Tesla’s stock surged on Wednesday as investors anticipated benefits for the electric vehicle maker and its CEO, Elon Musk, under Donald Trump’s presidency. Tesla is poised for significant gains due to reduced subsidies for alternative energy and electric vehicles, which would disproportionately harm smaller competitors.
Trump’s planned tariffs on Chinese imports make bulk sales of Chinese EVs in the US unlikely. Consequently, Tesla shares jumped over 14% on Wednesday, while rival electric vehicle makers’ shares declined. Nio fell 5%, Rivian dropped 9%, and Lucid Group decreased almost 8%.
“Tesla has the scale and scope that is unmatched,” said Wedbush analyst Dan Ives, in a note to investors. “This dynamic could give Musk and Tesla a clear competitive advantage in a non-EV subsidy environment, coupled by likely higher China tariffs that would continue to push away cheaper Chinese EV players.”
According to the Energy Information Administration, Tesla dominates the US electric vehicle market with a 48.9% market share as of mid-2024. The Inflation Reduction Act, signed into law by President Joe Biden in 2022, includes tax credits for clean energy manufacturing and consumption.
Elon Musk was a significant donor to Trump’s campaign, spending at least $119 million to mobilize support. Tesla’s sales and profit declined in the first half of the year but rebounded with a 17.3% profit increase in the third quarter.
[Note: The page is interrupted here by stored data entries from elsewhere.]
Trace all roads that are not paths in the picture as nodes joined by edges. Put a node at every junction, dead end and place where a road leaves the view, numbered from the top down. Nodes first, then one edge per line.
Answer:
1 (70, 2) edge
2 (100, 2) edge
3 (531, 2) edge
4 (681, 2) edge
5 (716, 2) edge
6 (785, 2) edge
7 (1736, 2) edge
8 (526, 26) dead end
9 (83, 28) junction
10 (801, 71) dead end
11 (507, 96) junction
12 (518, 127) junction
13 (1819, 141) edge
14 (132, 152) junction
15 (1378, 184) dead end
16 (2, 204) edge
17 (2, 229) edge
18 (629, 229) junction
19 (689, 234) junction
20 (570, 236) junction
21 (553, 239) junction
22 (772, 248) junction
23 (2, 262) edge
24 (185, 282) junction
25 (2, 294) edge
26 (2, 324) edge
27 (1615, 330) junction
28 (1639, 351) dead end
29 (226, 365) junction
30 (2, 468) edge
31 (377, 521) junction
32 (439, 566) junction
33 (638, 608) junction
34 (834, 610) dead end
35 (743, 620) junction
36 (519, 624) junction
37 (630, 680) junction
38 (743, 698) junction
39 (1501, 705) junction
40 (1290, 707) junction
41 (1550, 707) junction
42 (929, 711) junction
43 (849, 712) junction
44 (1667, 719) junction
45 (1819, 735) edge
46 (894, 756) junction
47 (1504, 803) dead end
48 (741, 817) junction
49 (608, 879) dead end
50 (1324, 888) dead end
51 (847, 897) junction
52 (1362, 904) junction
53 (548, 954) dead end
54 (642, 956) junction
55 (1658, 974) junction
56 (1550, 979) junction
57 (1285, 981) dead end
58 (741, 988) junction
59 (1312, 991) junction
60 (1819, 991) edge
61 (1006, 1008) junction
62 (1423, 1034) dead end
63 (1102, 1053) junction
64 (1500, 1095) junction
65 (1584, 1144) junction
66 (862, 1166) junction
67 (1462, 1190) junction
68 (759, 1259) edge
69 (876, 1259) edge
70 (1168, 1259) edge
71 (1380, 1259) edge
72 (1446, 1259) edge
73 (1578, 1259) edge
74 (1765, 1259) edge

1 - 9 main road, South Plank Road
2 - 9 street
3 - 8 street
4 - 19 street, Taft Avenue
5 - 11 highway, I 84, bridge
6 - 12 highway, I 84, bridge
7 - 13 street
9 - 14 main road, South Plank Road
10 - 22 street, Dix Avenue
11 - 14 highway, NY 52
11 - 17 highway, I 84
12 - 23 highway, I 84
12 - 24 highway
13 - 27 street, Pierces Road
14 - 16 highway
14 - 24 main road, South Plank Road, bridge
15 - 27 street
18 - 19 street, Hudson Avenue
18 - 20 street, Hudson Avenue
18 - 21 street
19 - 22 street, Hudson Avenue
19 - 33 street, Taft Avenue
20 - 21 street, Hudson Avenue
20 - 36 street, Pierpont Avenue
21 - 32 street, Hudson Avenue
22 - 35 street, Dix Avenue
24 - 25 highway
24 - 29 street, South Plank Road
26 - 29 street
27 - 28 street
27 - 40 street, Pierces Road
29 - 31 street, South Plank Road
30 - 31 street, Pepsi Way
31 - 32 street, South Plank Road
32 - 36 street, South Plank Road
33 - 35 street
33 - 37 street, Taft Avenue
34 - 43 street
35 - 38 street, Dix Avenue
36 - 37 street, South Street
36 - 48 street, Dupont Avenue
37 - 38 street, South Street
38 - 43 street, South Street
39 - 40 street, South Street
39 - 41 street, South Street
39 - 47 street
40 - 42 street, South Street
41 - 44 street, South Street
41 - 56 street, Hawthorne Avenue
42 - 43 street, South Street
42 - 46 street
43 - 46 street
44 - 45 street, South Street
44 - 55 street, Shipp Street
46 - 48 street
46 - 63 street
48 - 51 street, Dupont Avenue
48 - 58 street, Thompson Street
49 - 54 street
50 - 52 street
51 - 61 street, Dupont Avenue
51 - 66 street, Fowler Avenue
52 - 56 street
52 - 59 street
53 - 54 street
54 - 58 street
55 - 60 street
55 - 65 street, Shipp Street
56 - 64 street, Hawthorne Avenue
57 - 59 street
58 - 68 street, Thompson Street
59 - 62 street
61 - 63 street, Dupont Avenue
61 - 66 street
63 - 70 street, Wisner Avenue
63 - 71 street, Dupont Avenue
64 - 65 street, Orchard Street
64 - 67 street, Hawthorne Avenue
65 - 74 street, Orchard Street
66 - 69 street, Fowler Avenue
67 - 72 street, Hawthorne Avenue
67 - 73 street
The US is investigating Tesla’s “Full Self-Driving” system following reports of crashes in low-visibility conditions. Investors initially reacted negatively to Tesla’s robotaxi unveiling but have since shown optimism. Tesla began selling “Full Self-Driving” software nine years ago, despite ongoing reliability concerns. The company’s stock now shows a 16% gain for the year, following two days of growth.